1. stop being an autistic faggot and needing a fucking routine for everything.
2. start small. really small. every time you go to the grocery store or whatever from now on, force yourself to smile at the cashier (wait until it's your turn dingus dont smile at them as soon as you get in line if theres 3 people ahead of you) and ask them how their day is going. be engaged but you dont have to have a full on conversation. then tell them to have a nice day.
3. practice eye contact, quick smile flashes, and small passive greetings. (if you go grab a coffee in the morning and pass someone, brief eye contact and a quick 'good morning' with a genuine smile. thats it.)
4. once youre comfortable with this, take those passive greetings a step further and ask the person something about themselves. (it's easier if they have a book or something interesting about them. 'what book are you reading? is it any good? this book i know sounds similar and you might enjoy it. etc etc.'
4. REPEAT. REPEAT. REPEAT. keep making yourself comfortable initiating conversation and asking questions about other people.
5. there are no rules to how long a conversation should last and you aren't going to know how long the other person is comfortable talking to you for. maybe they're busy and just want a quick chat who knows. maybe they don't want to talk at all and will be very callous and cold. point is; you're going to feel like you've embarrassed yourself many times. GET THE FUCK OVER IT. being nice and considerate doesn't take any extra time out of your day and eventually will take no extra effort. but you're gonna have to man up and take those shakey first steps, no one is going to approach you dying for your friendship and affection.

cont.

do phenibut instead

>I've lost the will to workout
>what's the point when social skills are what really matter?
No, social skills are all that matter when you're already attractive. You have to be attractive for social skills to work. Otherwise you're just creepy.

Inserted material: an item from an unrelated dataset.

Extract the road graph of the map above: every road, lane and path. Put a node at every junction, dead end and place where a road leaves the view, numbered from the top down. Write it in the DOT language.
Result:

6. get off fucking Veeky Forums m8. the few slightly funny memes or top tier threads aren't worth the negative and toxic environment this place is. it will keep you in the mindset that you are an outsider not worthy of this or that. you are, you just have to go fucking work for it and get it yourself. normies dont have good social lives because the world gave it to them, normies have social lives because they go and socialize.
7. find an interest and hobby that you'd like to get into that involves being around other people and that forces you out of the house. (lifting doesn't count bc i know you just go to the gym, keep your headphones in, and dont interact with anyone except the girl at the counter (you remembered to tip her right?)) check meetup.com or some shit like that, only YOU know what interests you, and those first few meetups are going to be awkward. REALLY awkward, but with anything, repetition is key and the more you interact with the same people the closer you will get to them.
8. fuck, i dunno man. i didn't even mean to make this this long and in this list format but hopefully it helps. just take it one step at a time, get comfortable with failing, and just go for it. theres 7 billion people in the world, not all of them are gonna want to be your friend but a good handful of them will.

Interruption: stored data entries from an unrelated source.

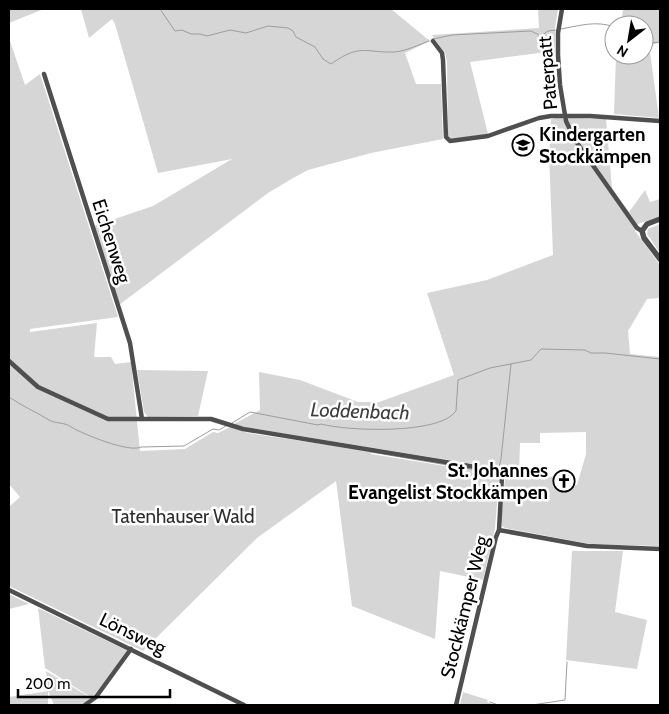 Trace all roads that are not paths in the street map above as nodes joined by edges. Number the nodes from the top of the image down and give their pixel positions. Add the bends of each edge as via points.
1 (562, 9) edge
2 (433, 41) dead end
3 (44, 74) dead end
4 (565, 115) junction
5 (660, 121) edge
6 (660, 219) edge
7 (642, 231) junction
8 (660, 259) edge
9 (9, 361) edge
10 (142, 419) junction
11 (499, 530) junction
12 (660, 550) edge
13 (9, 590) edge
14 (131, 649) junction
15 (85, 705) edge
16 (244, 705) edge
17 (456, 705) edge

1 - 4 street, Paterpatt via 558,33
2 - 4 street via 442,53 447,140 488,136 539,118
3 - 10 street, Eichenweg via 130,344
4 - 5 street
4 - 7 street, Paterpatt via 575,140 636,228
6 - 7 street
7 - 8 street
9 - 10 street via 38,387 108,419
10 - 11 street via 211,419 244,429 497,470 502,474
11 - 12 street, Stockkämper Weg via 587,546
11 - 17 street, Stockkämper Weg
13 - 14 street, Lönsweg
14 - 15 street via 96,697
14 - 16 street, Lönsweg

phenibut is tite but work on your skills without a crutch first. then go to drugs for the enhancement. and only use it once a month or else you fuck your shit up.

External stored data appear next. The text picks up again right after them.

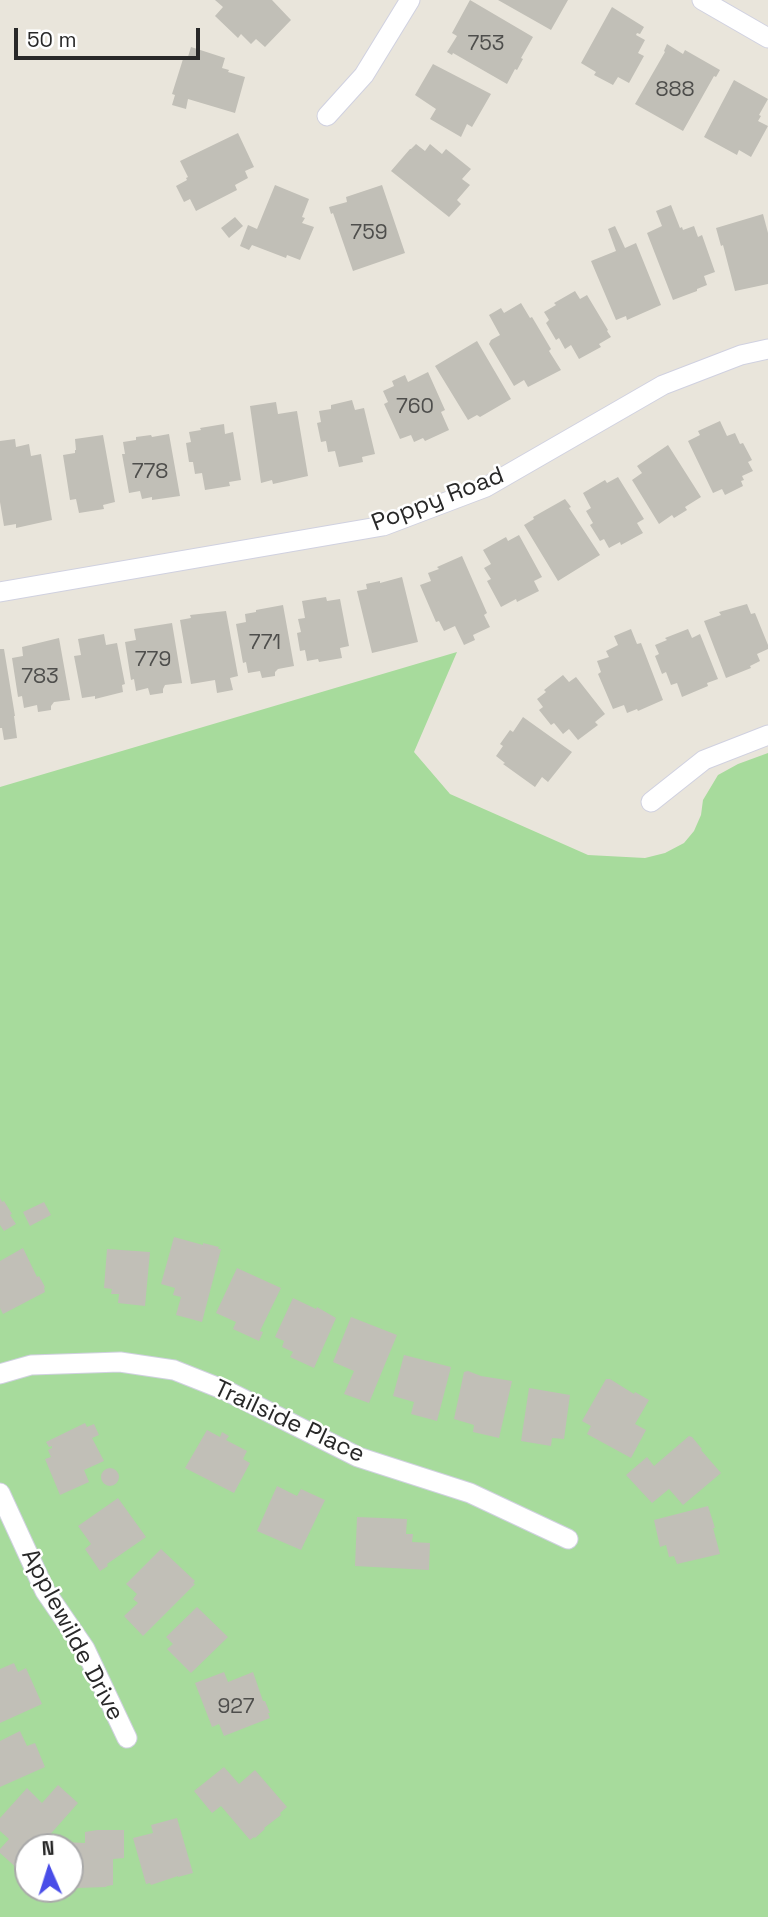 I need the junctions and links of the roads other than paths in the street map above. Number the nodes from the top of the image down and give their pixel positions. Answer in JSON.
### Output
{"nodes":[{"id":1,"x":410,"y":0,"type":"edge"},
{"id":2,"x":702,"y":0,"type":"edge"},
{"id":3,"x":768,"y":38,"type":"edge"},
{"id":4,"x":327,"y":116,"type":"dead end"},
{"id":5,"x":768,"y":349,"type":"edge"},
{"id":6,"x":0,"y":592,"type":"edge"},
{"id":7,"x":768,"y":735,"type":"edge"},
{"id":8,"x":651,"y":802,"type":"dead end"},
{"id":9,"x":0,"y":1374,"type":"edge"},
{"id":10,"x":0,"y":1493,"type":"edge"},
{"id":11,"x":568,"y":1539,"type":"dead end"},
{"id":12,"x":127,"y":1738,"type":"dead end"}],
"edges":[{"from":1,"to":4,"type":"street"},
{"from":2,"to":3,"type":"street"},
{"from":5,"to":6,"type":"street","name":"Poppy Road"},
{"from":7,"to":8,"type":"street"},
{"from":9,"to":11,"type":"street","name":"Trailside Place"},
{"from":10,"to":12,"type":"street","name":"Applewilde Drive"}]}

Yeah maby start with phenibut and do benzos if its too weak.
I once did klonopin and pheni at the same time and it was fucking impossible to get stressed about anything. Amazing feeling...

Start looking for a new job.

join a club, meet up, something, and find folks that want to go out.

I forgot to add, you have the most important thing, a job. If you have some disposable income, separate from your monthy-weekly savings you should be going out.